Microvesicle release from membrane protrusions. (a) Electron micrograph and diagrams depict the presence of an actin core in glycocalyx-coated tubular membrane protrusions. Upon cytoskeletal depolymerization, pressures from the glycocalyx can vesiculate protrusion tips or undulate protrusions. Protrusions with vesiculated tips may be stabilized by actin retained at the base. Myosin accumulation at protrusion tips can mediate membrane fissure for microvesicle release. Alternatively, the spontaneous fissure of undulating protrusions can lead to microvesicle release. (b) Fluorescence image shows myosin accumulation at the vesiculated tips of hyaluronan synthase 3 (HAS3)-induced tubular protrusions. (c) Protrusion undulation and pearled morphologies have been observed for mucin 1 (MUC1)-mediated processes, as depicted in this scanning electron micrograph.

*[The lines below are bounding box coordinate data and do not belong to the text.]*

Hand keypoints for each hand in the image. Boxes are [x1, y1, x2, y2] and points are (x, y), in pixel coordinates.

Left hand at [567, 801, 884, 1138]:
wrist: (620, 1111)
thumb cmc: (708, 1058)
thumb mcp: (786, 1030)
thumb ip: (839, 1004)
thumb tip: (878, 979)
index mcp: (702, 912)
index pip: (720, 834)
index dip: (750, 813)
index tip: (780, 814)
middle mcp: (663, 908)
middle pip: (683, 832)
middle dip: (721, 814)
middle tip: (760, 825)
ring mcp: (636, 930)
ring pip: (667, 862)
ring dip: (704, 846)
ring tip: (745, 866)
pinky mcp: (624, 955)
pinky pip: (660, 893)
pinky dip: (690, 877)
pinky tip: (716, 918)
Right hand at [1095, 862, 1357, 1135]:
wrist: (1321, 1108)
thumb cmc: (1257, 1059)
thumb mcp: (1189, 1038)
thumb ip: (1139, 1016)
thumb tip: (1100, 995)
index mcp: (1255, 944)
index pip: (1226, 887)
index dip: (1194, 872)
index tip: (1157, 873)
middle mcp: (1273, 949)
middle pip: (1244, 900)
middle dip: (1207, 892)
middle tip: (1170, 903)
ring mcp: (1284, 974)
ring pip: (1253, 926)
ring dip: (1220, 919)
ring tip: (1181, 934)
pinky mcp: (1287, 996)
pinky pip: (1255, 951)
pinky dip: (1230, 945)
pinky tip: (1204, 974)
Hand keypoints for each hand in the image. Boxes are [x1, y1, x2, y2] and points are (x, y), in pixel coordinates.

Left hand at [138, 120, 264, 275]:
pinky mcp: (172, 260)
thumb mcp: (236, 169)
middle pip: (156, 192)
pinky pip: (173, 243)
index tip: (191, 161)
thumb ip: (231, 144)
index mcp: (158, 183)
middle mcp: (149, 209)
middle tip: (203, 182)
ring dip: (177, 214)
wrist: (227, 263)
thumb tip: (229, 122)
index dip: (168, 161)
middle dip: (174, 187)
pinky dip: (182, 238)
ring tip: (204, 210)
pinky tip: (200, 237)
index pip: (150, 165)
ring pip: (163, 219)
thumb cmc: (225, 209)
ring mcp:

Figure adapted with permission from Koistinen et al. (2015) and Shurer et al. (2019).

Figure 3

Glycolipid-induced membrane structures. (a) Glycolipid clustering induces outward membrane protrusions for neurite outgrowth. Major bilayer-forming lipids such as phosphatidylcholine (PC) have a cylindrical shape (orange). The membrane bends away from large headgroups that shape glycolipids such as GM1 into a cone (pink). Factors such as matrix proteins bind glycolipids to induce curvature. PC is depicted with a choline (gray) headgroup, while GM1 is depicted with a headgroup of five sugar monomers (blue, yellow, and purple). (b) Glycolipids organized by carbohydrate-binding proteins (lectins) can bend membranes inward to form clathrin-independent endocytic buds and tubules. (Left) Glycolipid binding to the pentameric toxin subunit B (TxB) of Shiga and cholera toxins and polyomavirus SV40 VP1 causes membrane curvature. Glycolipid-TxB/VP1 complexes are clustered by membrane fluctuation and induce lipid compression and reorganization for tubulation. (Right) Endogenous galectin-3 first binds cargo glycoproteins before oligomerization occurs for binding glycolipids and inducing membrane bending for endocytosis.